━━━ SUPPLIED DATA ━━━

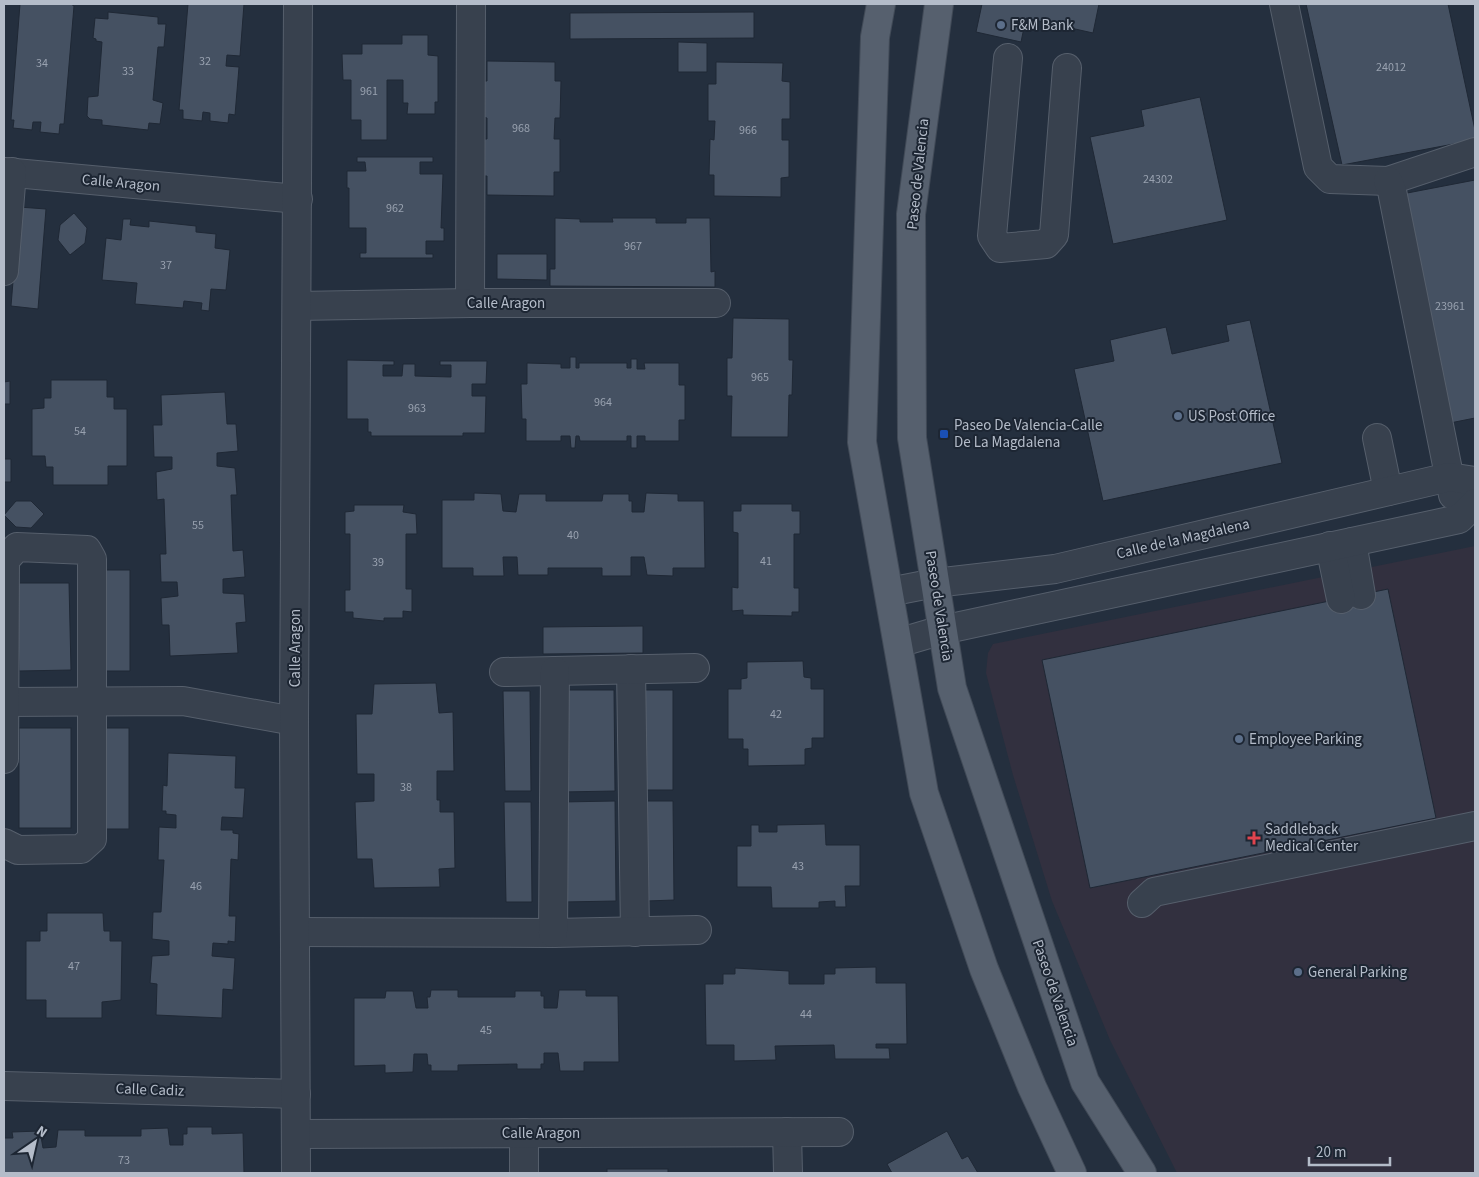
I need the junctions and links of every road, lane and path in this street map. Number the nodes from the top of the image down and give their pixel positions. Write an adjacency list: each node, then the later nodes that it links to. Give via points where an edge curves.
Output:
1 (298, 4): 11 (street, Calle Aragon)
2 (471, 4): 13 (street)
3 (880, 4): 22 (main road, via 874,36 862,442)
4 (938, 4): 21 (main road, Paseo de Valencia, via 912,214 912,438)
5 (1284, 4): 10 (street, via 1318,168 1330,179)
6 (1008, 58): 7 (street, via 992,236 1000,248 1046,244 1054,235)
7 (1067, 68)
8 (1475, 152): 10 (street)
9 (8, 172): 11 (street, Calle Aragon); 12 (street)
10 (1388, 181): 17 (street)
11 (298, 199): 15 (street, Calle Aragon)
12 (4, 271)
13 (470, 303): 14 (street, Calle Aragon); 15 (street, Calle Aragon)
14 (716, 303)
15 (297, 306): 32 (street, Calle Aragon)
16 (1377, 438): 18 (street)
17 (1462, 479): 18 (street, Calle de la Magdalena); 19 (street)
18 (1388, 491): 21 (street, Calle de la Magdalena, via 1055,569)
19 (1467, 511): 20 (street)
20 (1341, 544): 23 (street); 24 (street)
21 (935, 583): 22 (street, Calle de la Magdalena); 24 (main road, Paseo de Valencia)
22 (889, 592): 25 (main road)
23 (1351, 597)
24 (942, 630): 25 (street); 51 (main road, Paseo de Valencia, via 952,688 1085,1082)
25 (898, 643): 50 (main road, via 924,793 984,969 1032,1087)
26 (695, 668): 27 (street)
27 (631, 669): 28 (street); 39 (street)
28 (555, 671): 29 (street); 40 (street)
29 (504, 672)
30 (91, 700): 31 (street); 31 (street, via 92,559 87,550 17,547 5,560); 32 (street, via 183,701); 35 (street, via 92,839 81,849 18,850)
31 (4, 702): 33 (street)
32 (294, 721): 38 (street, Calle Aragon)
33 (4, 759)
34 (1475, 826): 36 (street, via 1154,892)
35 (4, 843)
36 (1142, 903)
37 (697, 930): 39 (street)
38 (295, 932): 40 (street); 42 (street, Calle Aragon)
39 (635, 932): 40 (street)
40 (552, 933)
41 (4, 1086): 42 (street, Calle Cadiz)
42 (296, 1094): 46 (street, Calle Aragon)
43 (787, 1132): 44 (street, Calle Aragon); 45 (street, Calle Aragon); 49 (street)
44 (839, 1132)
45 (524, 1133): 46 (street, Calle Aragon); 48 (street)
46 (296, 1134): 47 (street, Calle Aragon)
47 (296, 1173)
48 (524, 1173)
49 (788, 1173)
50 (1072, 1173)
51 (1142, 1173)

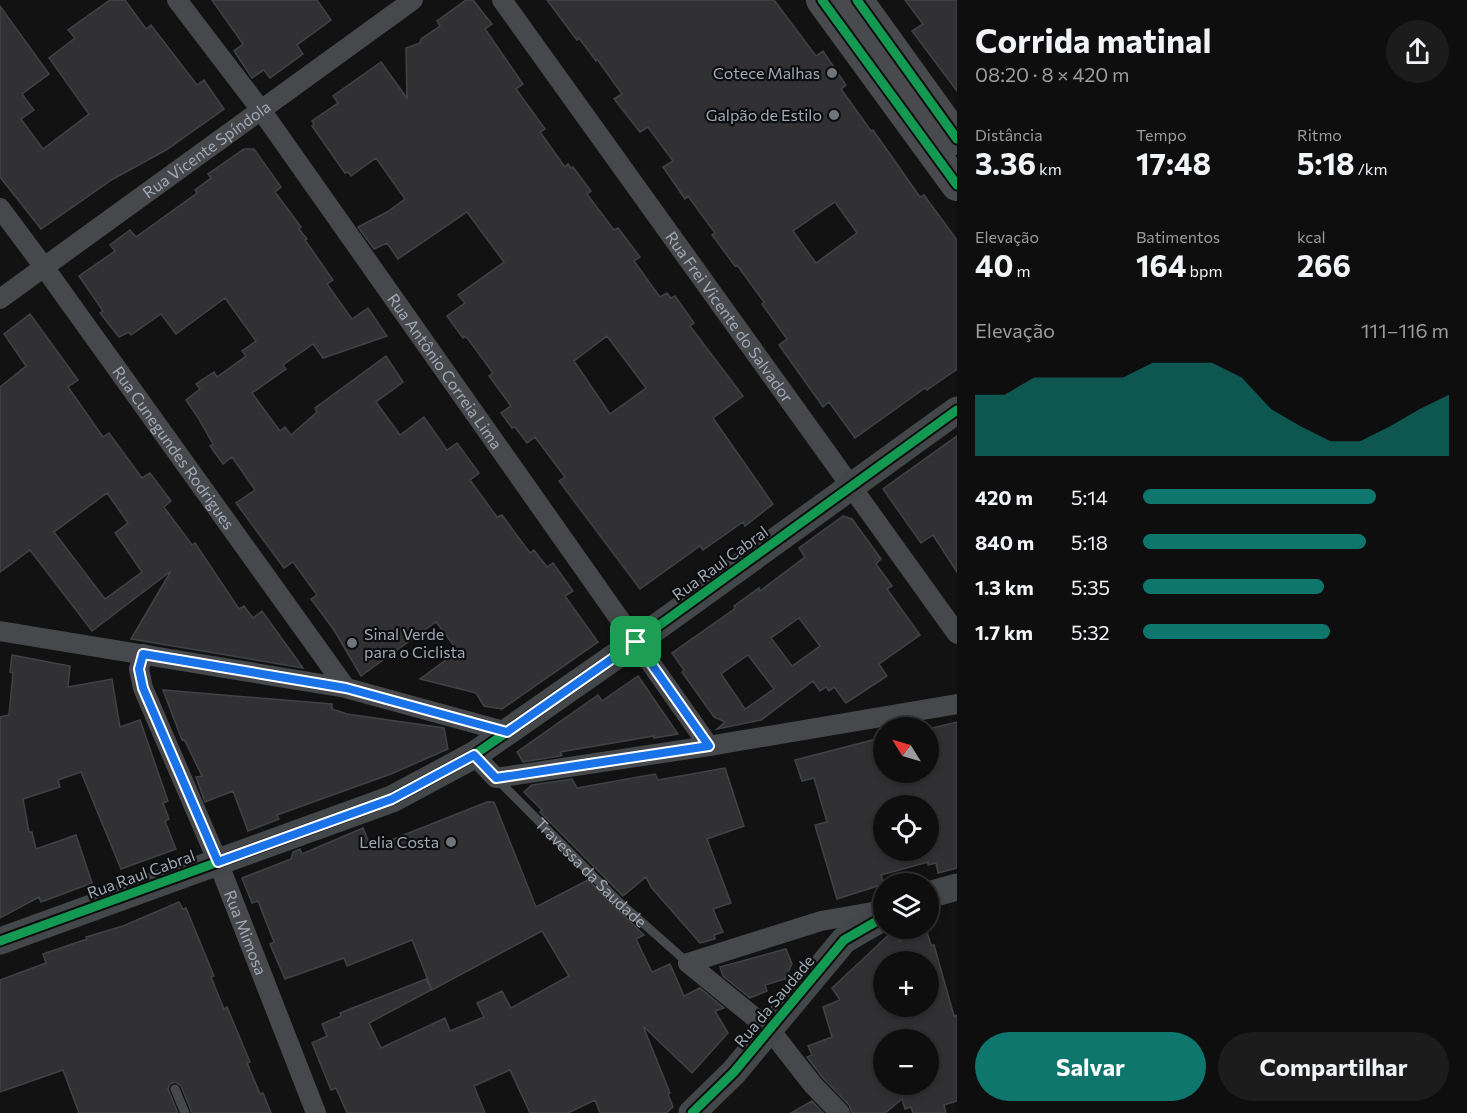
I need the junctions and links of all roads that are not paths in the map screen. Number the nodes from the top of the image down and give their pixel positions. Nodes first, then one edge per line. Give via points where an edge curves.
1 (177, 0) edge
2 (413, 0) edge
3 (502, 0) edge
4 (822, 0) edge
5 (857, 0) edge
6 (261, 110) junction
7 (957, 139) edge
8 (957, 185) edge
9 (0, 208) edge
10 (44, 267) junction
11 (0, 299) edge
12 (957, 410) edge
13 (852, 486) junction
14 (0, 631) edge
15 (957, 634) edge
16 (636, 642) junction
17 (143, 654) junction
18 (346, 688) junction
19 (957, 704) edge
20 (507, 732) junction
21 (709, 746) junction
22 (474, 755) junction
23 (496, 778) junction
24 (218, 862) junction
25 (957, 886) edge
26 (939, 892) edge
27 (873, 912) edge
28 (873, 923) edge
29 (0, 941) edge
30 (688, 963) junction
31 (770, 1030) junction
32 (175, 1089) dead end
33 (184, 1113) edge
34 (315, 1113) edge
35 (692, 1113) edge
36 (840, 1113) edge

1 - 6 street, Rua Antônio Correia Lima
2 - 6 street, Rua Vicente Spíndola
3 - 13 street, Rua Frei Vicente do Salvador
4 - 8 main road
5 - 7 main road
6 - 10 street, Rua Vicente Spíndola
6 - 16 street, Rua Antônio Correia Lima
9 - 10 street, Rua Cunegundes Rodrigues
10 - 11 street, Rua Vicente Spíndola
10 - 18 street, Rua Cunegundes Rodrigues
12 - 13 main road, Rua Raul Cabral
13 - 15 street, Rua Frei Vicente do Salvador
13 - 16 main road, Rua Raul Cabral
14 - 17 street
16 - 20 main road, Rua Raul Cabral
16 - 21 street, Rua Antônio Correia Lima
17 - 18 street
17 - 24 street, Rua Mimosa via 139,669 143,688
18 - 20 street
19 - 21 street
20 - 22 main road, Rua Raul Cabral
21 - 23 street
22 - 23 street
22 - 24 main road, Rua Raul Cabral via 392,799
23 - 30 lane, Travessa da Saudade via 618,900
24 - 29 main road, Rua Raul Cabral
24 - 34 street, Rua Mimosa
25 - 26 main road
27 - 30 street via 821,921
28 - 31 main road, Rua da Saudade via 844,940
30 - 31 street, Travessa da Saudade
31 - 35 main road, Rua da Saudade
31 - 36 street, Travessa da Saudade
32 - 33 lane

━━━
━━━ SUPPLIED DATA ━━━

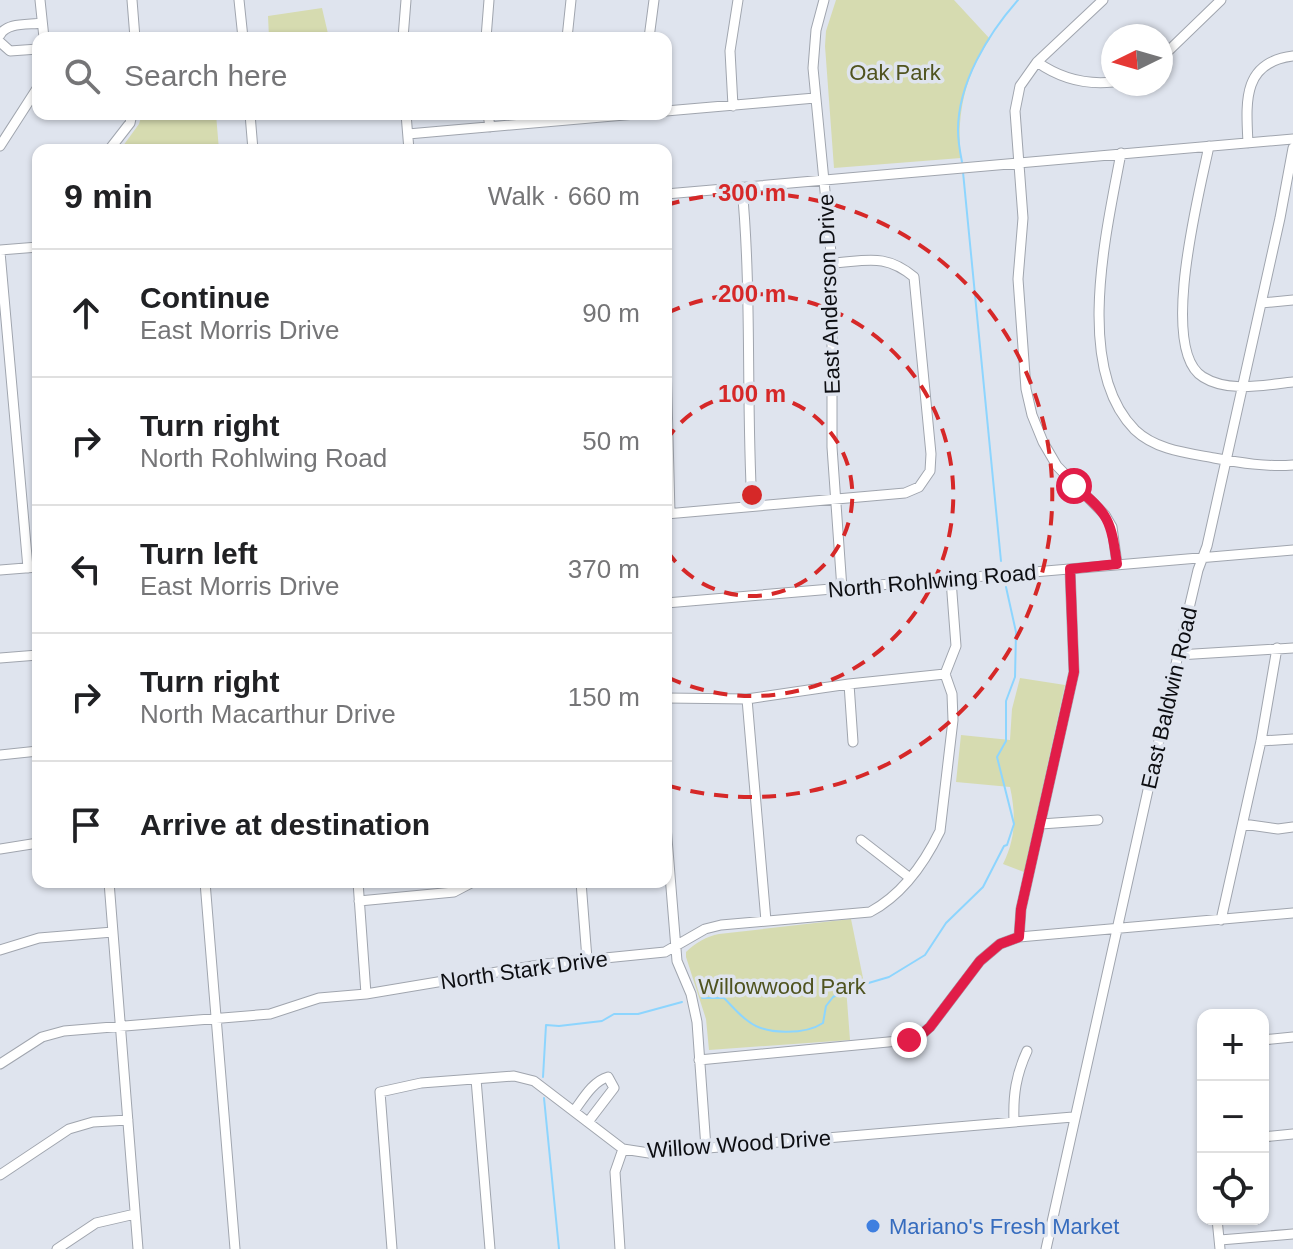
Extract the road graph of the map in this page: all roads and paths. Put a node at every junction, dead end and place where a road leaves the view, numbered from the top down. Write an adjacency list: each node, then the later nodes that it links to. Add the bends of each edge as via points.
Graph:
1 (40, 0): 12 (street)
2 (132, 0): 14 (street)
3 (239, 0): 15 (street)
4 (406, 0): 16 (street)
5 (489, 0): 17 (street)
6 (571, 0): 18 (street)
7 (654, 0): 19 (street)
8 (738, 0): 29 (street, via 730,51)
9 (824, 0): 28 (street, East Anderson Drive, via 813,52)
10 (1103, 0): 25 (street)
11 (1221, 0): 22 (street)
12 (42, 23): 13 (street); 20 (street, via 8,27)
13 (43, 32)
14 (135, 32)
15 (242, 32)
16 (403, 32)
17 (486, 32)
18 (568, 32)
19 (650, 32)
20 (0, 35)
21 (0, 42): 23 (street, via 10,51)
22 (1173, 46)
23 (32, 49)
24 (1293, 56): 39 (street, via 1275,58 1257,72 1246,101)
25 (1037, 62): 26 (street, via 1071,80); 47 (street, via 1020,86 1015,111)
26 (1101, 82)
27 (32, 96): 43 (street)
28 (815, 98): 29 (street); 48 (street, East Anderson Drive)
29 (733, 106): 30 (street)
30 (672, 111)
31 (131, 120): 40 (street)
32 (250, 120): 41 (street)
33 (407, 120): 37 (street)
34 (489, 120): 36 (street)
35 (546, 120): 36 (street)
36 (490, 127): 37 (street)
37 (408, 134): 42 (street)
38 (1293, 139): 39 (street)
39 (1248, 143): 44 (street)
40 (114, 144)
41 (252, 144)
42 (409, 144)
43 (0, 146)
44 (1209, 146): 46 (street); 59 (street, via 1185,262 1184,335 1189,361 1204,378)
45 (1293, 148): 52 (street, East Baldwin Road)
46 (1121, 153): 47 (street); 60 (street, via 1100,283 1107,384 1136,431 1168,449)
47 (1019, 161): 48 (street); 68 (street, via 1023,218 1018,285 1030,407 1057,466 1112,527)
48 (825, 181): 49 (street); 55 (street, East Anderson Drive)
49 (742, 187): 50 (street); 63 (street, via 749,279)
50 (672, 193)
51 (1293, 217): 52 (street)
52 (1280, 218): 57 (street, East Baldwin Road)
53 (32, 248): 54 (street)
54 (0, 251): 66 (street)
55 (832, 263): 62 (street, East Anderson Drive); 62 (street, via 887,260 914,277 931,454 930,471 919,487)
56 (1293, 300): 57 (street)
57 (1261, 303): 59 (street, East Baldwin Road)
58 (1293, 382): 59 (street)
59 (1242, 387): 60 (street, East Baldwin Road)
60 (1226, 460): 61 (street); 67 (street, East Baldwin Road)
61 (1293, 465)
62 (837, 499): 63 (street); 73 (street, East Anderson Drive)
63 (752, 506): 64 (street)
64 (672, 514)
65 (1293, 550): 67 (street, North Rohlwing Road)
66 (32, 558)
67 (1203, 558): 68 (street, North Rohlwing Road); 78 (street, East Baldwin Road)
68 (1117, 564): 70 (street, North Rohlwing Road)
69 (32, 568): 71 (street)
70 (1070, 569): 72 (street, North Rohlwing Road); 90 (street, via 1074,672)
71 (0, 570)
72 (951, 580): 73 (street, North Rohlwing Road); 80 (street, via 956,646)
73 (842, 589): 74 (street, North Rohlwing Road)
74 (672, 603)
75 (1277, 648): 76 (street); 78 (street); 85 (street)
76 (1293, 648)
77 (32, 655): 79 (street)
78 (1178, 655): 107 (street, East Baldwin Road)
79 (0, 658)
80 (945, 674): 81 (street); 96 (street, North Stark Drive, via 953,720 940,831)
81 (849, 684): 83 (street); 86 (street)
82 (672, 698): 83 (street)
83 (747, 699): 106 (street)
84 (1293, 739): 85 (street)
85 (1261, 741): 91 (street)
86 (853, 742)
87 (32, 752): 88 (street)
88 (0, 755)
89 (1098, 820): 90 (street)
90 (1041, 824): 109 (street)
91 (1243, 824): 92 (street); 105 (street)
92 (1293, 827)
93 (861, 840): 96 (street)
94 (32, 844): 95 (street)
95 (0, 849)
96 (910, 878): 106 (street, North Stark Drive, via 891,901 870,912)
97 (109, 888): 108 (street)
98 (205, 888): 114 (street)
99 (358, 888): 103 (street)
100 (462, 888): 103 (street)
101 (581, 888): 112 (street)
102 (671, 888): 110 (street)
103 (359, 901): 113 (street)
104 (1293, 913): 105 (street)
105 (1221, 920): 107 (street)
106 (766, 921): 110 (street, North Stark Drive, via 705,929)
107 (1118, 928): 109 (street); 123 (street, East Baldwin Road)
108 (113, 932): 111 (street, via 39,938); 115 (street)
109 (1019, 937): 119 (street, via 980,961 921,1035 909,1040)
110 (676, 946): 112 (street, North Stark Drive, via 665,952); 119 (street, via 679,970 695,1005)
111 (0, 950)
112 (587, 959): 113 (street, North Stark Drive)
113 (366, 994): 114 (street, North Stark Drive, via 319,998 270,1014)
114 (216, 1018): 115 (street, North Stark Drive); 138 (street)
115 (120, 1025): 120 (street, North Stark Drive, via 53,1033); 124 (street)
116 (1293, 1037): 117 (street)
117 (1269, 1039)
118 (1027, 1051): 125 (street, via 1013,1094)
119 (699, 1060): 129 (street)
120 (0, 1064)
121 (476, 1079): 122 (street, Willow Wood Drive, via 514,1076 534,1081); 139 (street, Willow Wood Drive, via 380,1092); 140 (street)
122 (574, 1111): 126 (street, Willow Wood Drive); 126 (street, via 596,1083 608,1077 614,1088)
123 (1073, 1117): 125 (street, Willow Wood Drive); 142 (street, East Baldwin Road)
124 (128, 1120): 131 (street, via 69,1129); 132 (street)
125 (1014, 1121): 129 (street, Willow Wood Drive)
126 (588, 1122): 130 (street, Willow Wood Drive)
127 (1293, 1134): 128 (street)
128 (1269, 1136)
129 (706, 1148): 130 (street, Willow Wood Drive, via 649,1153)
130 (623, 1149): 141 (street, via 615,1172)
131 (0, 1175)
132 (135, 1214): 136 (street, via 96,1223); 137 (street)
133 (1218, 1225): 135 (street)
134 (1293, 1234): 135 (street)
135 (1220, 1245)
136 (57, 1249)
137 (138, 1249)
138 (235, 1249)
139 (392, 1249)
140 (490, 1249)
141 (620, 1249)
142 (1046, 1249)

━━━

▸ TASK TO COMPLETE
Where a line of the records has the string "Cabral", return that line.

▸ PROBLEM SOLUTION
12 - 13 main road, Rua Raul Cabral
13 - 16 main road, Rua Raul Cabral
16 - 20 main road, Rua Raul Cabral
20 - 22 main road, Rua Raul Cabral
22 - 24 main road, Rua Raul Cabral via 392,799
24 - 29 main road, Rua Raul Cabral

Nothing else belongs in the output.